Thanks, Ken.
> Your return of Poll 1 seems to indicated that there is a descriptor
> ready to be serviced (hence the going in continuosly) but that the
> daemon does not seem to be able to complete the servicing of that
> descriptor.
I've noticed rare occasions (about 1% of the time) when poll() returns 0
-- these are always preceeded in the trace output by a signal handler,
like this:
45689 mysqld 0.000008 CALL sigreturn(0x826ae7c)
45689 mysqld 0.000010 RET sigreturn JUSTRETURN
45689 mysqld 0.000024 CALL poll(0x8270000,0x91,0)
45689 mysqld 0.000041 RET poll 0
45689 mysqld 0.000023 CALL poll(0x8270000,0x92,0x1ff)
45689 mysqld 0.000040 RET poll 1
(Really, I'm not sure what to make of ktrace: which thread makes a
particular call? Why are the timestamps interleaved?...)

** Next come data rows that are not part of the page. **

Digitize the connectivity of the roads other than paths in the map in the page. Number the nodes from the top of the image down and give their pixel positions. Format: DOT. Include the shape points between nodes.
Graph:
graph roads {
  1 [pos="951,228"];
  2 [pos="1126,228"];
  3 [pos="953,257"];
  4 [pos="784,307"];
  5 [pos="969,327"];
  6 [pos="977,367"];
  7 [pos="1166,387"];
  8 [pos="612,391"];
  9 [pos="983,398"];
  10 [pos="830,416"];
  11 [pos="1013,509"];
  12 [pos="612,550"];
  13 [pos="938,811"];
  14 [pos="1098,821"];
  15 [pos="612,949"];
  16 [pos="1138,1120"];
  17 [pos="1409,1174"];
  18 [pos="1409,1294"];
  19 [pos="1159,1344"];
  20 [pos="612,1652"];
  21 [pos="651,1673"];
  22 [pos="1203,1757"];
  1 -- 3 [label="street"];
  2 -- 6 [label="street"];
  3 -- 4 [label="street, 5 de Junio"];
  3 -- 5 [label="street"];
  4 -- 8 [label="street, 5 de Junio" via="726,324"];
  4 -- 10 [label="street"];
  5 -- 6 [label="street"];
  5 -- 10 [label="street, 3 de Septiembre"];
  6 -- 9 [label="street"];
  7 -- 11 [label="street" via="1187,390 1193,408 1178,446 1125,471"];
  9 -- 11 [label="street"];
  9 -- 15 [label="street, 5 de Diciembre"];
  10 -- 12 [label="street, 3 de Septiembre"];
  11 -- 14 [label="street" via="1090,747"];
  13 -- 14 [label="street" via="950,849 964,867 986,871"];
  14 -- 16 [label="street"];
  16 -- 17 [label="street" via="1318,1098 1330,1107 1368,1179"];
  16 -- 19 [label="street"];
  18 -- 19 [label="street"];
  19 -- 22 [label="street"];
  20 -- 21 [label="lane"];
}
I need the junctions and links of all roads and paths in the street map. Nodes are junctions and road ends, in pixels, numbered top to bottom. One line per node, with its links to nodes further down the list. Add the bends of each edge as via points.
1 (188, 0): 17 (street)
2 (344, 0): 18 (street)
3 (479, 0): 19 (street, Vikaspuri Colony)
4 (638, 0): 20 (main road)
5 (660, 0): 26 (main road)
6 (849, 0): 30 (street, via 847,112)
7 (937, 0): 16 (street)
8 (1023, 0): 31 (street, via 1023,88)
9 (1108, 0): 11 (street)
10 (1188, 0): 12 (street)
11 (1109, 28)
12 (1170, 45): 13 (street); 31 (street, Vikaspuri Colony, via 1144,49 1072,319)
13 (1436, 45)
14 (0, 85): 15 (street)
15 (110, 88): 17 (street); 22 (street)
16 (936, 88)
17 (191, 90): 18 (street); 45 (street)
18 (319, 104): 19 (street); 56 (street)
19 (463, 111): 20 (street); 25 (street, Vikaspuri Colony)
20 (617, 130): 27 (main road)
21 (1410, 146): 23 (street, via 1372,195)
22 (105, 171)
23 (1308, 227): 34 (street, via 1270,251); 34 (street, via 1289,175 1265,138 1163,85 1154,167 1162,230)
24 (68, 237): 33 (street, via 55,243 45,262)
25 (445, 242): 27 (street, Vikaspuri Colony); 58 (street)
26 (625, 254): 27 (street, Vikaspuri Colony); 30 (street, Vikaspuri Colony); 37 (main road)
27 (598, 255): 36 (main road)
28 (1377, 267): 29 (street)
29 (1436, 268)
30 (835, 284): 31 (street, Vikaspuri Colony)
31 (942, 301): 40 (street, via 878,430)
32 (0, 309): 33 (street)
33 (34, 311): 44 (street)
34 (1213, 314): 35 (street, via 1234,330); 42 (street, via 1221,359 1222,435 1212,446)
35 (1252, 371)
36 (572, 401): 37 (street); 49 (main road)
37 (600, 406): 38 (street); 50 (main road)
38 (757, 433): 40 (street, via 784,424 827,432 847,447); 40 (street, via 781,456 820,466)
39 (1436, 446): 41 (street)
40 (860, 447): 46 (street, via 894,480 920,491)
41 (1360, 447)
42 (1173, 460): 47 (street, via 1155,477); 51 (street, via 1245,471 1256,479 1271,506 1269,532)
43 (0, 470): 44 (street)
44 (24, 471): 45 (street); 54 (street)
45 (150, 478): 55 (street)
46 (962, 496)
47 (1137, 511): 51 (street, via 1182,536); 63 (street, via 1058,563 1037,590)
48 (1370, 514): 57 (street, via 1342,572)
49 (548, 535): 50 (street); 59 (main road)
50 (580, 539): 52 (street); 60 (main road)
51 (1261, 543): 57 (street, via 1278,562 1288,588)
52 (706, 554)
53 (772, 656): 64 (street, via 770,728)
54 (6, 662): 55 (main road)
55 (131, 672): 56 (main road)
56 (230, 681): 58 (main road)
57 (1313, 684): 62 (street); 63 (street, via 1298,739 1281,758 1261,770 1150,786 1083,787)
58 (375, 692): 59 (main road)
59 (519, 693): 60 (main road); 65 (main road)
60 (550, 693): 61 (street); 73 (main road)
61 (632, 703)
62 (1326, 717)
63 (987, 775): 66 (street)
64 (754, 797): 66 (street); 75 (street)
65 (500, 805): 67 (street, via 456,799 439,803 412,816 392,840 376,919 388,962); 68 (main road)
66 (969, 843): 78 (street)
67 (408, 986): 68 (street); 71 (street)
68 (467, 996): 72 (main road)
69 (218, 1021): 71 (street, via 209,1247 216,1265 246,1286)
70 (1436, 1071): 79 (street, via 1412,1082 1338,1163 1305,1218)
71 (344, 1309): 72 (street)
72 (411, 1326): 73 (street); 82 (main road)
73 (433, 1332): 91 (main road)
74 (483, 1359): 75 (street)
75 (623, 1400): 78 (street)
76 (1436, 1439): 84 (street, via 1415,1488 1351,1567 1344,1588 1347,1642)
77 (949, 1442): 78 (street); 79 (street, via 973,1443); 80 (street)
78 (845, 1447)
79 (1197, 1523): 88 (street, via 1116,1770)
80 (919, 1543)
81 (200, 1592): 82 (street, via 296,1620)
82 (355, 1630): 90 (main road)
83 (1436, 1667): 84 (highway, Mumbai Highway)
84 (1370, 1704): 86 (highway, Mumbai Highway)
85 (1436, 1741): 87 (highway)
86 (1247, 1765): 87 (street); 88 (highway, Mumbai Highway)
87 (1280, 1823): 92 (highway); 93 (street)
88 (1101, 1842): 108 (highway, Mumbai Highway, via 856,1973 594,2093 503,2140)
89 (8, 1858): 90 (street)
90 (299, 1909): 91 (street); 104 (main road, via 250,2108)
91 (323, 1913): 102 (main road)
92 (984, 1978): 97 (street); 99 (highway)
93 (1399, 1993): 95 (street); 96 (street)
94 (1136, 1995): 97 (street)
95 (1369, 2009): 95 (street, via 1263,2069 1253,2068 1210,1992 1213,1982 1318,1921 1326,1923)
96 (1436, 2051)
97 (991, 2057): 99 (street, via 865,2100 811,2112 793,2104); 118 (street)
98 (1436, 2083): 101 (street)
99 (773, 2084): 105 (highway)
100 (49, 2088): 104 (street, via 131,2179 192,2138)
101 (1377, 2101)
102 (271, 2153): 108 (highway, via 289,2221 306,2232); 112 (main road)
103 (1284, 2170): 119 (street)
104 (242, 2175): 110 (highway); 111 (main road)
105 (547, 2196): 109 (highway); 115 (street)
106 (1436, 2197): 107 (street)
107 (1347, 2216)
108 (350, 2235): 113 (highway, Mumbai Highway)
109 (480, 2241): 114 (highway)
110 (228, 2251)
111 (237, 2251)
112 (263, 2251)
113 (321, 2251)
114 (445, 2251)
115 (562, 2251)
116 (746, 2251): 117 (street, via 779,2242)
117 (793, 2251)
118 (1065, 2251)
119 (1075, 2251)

> I was also wondering how much RAM you had, I hope it is about 2 gig
I have 768 MB here, for 50 databases with about 10 tables each, getting
6 queries per second. My current mysqld has been running since
yesterday and now has a resident size of about 100MB. I did restart the
server yesterday to get it back to normal, and I can't reproduce the
problem, but I can leave it running and expect the problem to reappear
within about 10 days. When it comes back, I will take a good look at
memory and the processlist. My recollection is that the condition will
persist without there being any currently running query at all...
- JD
-------------------------------------------
John David Duncan
Systems Administrator
Great Schools, Inc.
---------------------------------------------------------------------
Before posting, please check:
http://www.mysql.com/manual.php (the manual)
http://lists.mysql.com/ (the list archive)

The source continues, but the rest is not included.